◆ Task details
Search the records for the string "junctions" and copy every line where it turns up.

◆ Collection entries
========================================================================

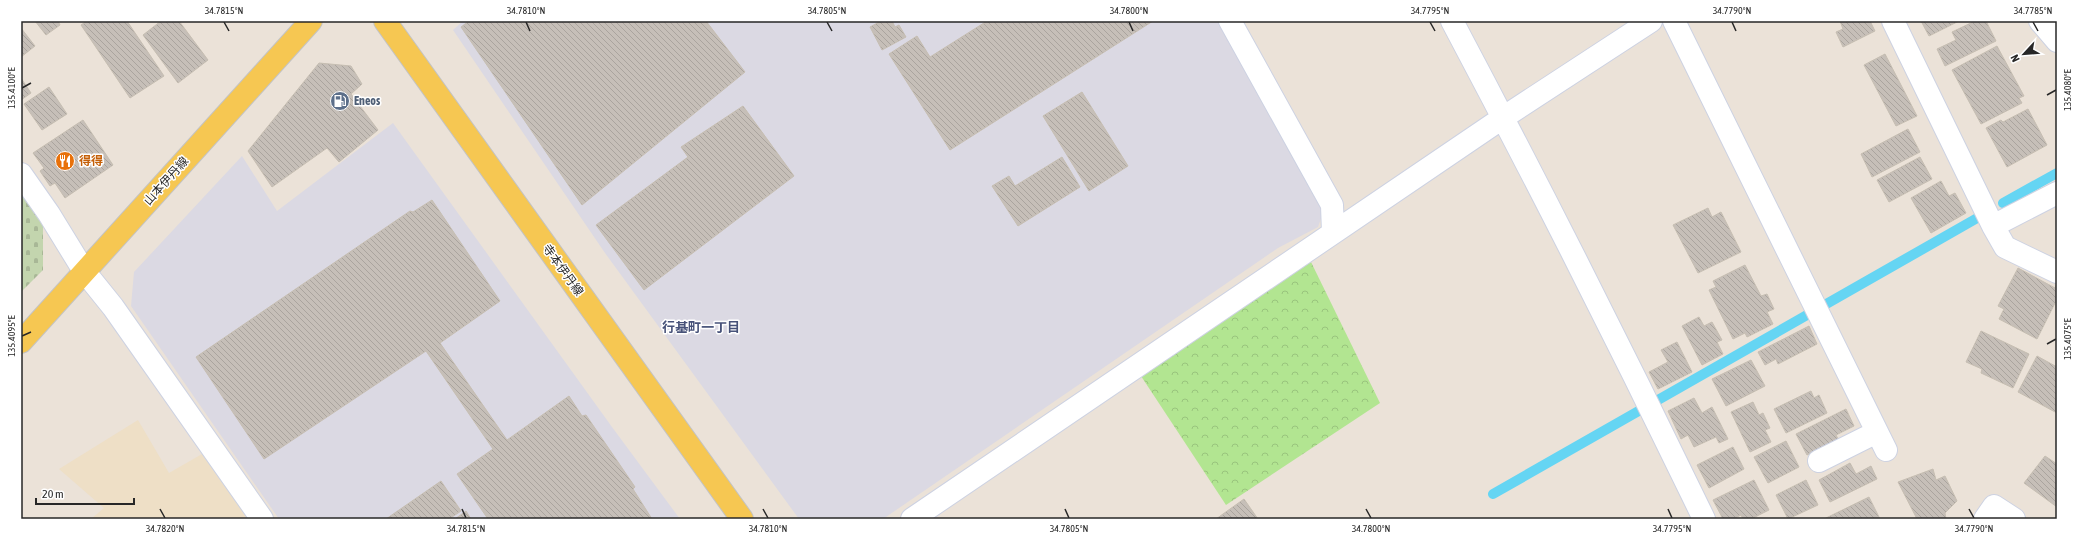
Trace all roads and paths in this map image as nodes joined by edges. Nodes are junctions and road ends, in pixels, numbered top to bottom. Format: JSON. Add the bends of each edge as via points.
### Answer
{"nodes":[{"id":1,"x":311,"y":21,"type":"edge"},
{"id":2,"x":384,"y":21,"type":"edge"},
{"id":3,"x":1230,"y":21,"type":"edge"},
{"id":4,"x":1452,"y":21,"type":"edge"},
{"id":5,"x":1651,"y":21,"type":"edge"},
{"id":6,"x":1674,"y":21,"type":"edge"},
{"id":7,"x":1893,"y":21,"type":"edge"},
{"id":8,"x":2040,"y":21,"type":"edge"},
{"id":9,"x":2057,"y":41,"type":"edge"},
{"id":10,"x":1503,"y":117,"type":"junction"},
{"id":11,"x":21,"y":174,"type":"edge"},
{"id":12,"x":2057,"y":193,"type":"edge"},
{"id":13,"x":1993,"y":226,"type":"junction"},
{"id":14,"x":1333,"y":232,"type":"junction"},
{"id":15,"x":84,"y":271,"type":"junction"},
{"id":16,"x":2057,"y":272,"type":"edge"},
{"id":17,"x":21,"y":342,"type":"edge"},
{"id":18,"x":1819,"y":461,"type":"dead end"},
{"id":19,"x":262,"y":519,"type":"edge"},
{"id":20,"x":742,"y":519,"type":"edge"},
{"id":21,"x":912,"y":519,"type":"edge"},
{"id":22,"x":1704,"y":519,"type":"edge"},
{"id":23,"x":1985,"y":519,"type":"edge"},
{"id":24,"x":2014,"y":519,"type":"edge"}],
"edges":[{"from":1,"to":15,"type":"main road","name":"山本伊丹線"},
{"from":2,"to":20,"type":"main road","name":"寺本伊丹線"},
{"from":3,"to":14,"type":"street","via":[[1332,205]]},
{"from":4,"to":10,"type":"street"},
{"from":5,"to":10,"type":"street"},
{"from":6,"to":18,"type":"street","via":[[1881,441]]},
{"from":7,"to":13,"type":"street"},
{"from":8,"to":9,"type":"street"},
{"from":10,"to":14,"type":"street"},
{"from":10,"to":22,"type":"street","via":[[1650,406]]},
{"from":11,"to":15,"type":"street"},
{"from":12,"to":13,"type":"street"},
{"from":13,"to":16,"type":"street","via":[[2005,247]]},
{"from":14,"to":21,"type":"street"},
{"from":15,"to":17,"type":"main road","name":"山本伊丹線"},
{"from":15,"to":19,"type":"street","via":[[113,307]]},
{"from":23,"to":24,"type":"street","via":[[1994,506]]}]}
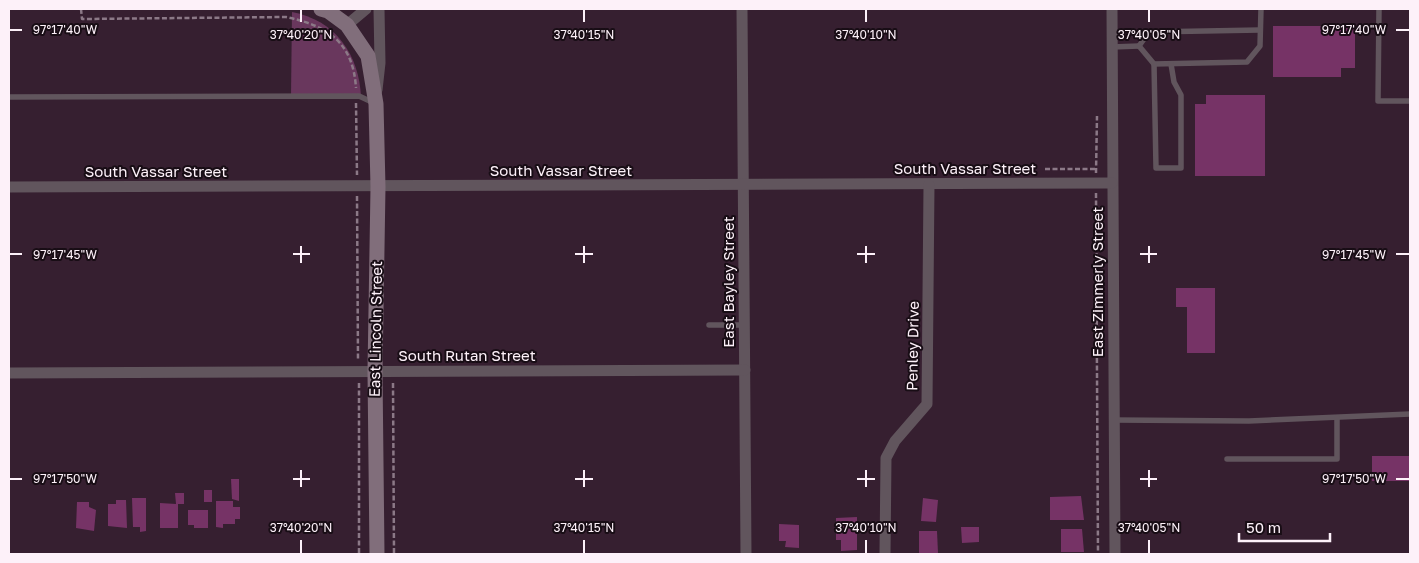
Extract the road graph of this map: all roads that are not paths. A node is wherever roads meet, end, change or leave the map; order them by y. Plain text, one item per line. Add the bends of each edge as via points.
1 (320, 9) edge
2 (366, 9) edge
3 (379, 9) edge
4 (742, 9) edge
5 (1112, 9) edge
6 (1261, 9) edge
7 (1379, 9) edge
8 (347, 25) junction
9 (1260, 30) junction
10 (1139, 46) junction
11 (1112, 47) junction
12 (1154, 64) junction
13 (1171, 64) junction
14 (9, 97) edge
15 (1410, 101) edge
16 (376, 104) junction
17 (1112, 183) junction
18 (744, 185) junction
19 (929, 185) junction
20 (9, 187) edge
21 (378, 187) junction
22 (744, 325) junction
23 (709, 326) dead end
24 (745, 370) junction
25 (375, 372) junction
26 (9, 373) edge
27 (1410, 414) edge
28 (1338, 418) junction
29 (1114, 420) junction
30 (1227, 459) dead end
31 (376, 554) edge
32 (746, 554) edge
33 (885, 554) edge
34 (1115, 554) edge

1 - 8 street
2 - 8 street
3 - 16 street, East Lincoln Street via 380,62
4 - 18 street, East Bayley Street
5 - 11 street, East Zimmerly Street
6 - 9 lane
7 - 15 lane via 1378,100
8 - 16 street, East Lincoln Street via 368,56
9 - 10 lane via 1149,32
9 - 13 lane via 1260,46 1247,62
10 - 11 lane
10 - 12 lane
11 - 17 street, East Zimmerly Street
12 - 13 lane
12 - 13 lane via 1156,168 1181,168 1181,95 1174,82
14 - 16 lane via 356,96
16 - 21 street, East Lincoln Street
17 - 19 street, South Vassar Street
17 - 29 street, East Zimmerly Street
18 - 19 street, South Vassar Street
18 - 21 street, South Vassar Street
18 - 22 street, East Bayley Street
19 - 33 street, Penley Drive via 927,404 895,441 886,458
20 - 21 street, South Vassar Street
21 - 25 street, East Lincoln Street
22 - 23 lane
22 - 24 street, East Bayley Street
24 - 25 street, South Rutan Street
24 - 32 street, East Bayley Street
25 - 26 street, South Rutan Street
25 - 31 street, East Lincoln Street
27 - 28 lane
28 - 29 lane
28 - 30 lane via 1337,459
29 - 34 street, East Zimmerly Street

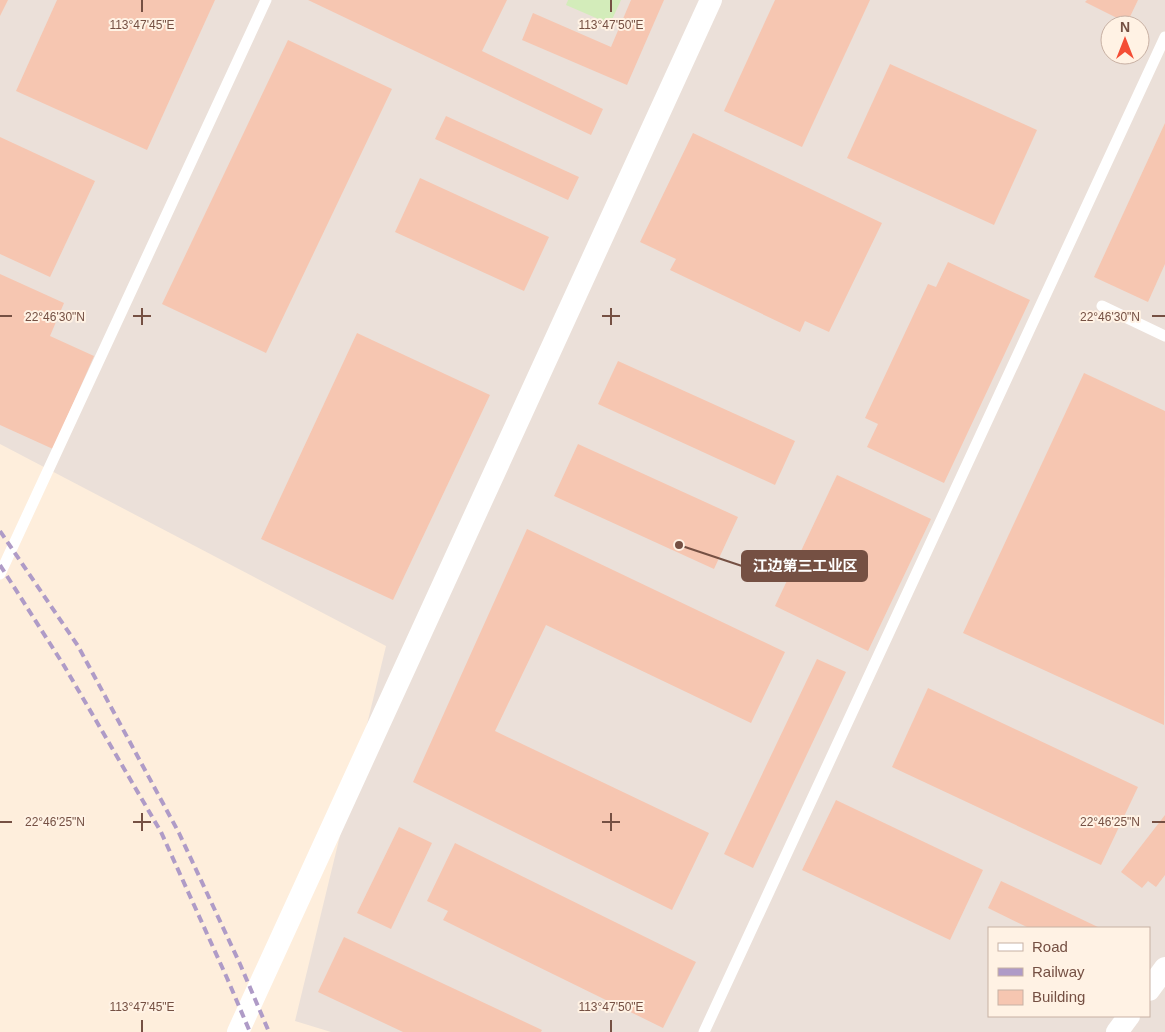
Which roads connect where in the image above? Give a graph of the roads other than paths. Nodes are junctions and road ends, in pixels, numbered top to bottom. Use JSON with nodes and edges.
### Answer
{"nodes":[{"id":1,"x":266,"y":0,"type":"edge"},
{"id":2,"x":711,"y":0,"type":"edge"},
{"id":3,"x":1165,"y":37,"type":"edge"},
{"id":4,"x":1161,"y":56,"type":"edge"},
{"id":5,"x":1102,"y":306,"type":"dead end"},
{"id":6,"x":1165,"y":336,"type":"edge"},
{"id":7,"x":0,"y":574,"type":"edge"},
{"id":8,"x":1165,"y":968,"type":"edge"},
{"id":9,"x":1150,"y":989,"type":"edge"},
{"id":10,"x":1128,"y":1017,"type":"edge"},
{"id":11,"x":238,"y":1032,"type":"edge"},
{"id":12,"x":704,"y":1032,"type":"edge"},
{"id":13,"x":1117,"y":1032,"type":"edge"}],
"edges":[{"from":1,"to":7,"type":"lane"},
{"from":2,"to":11,"type":"street"},
{"from":3,"to":4,"type":"lane"},
{"from":4,"to":12,"type":"lane"},
{"from":5,"to":6,"type":"lane"},
{"from":8,"to":9,"type":"street"},
{"from":10,"to":13,"type":"street"}]}
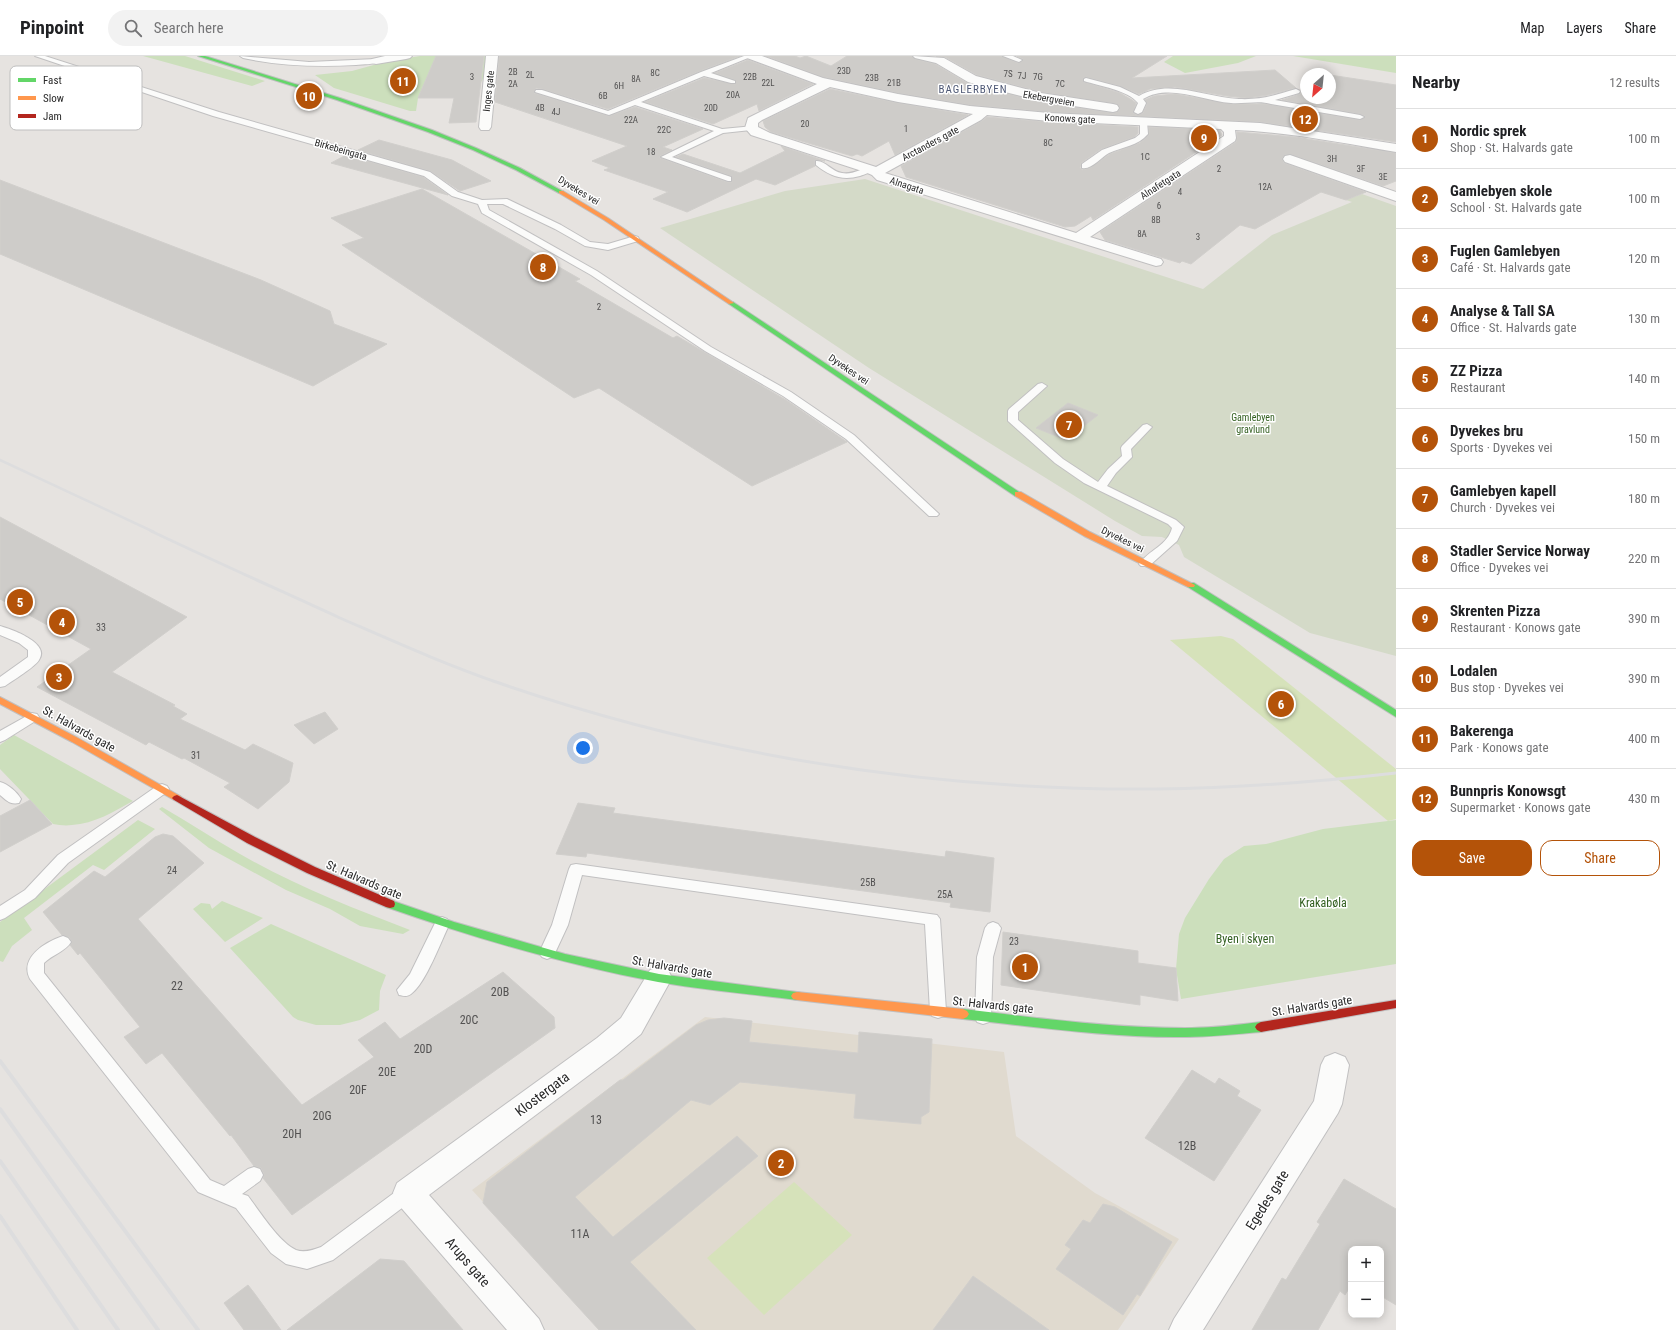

========================================================================

◆ Answer section
Trace all roads and paths in this map image as nodes joined by edges. Nodes are junctions and road ends, in pixels, numbered top to bottom. Format: JSON. Add the bends of each edge as via points.
Which roads connect where in the image above? Give a graph of the roads other than paths. Nodes are junctions and road ends, in pixels, numbered top to bottom. Use JSON with nodes and edges.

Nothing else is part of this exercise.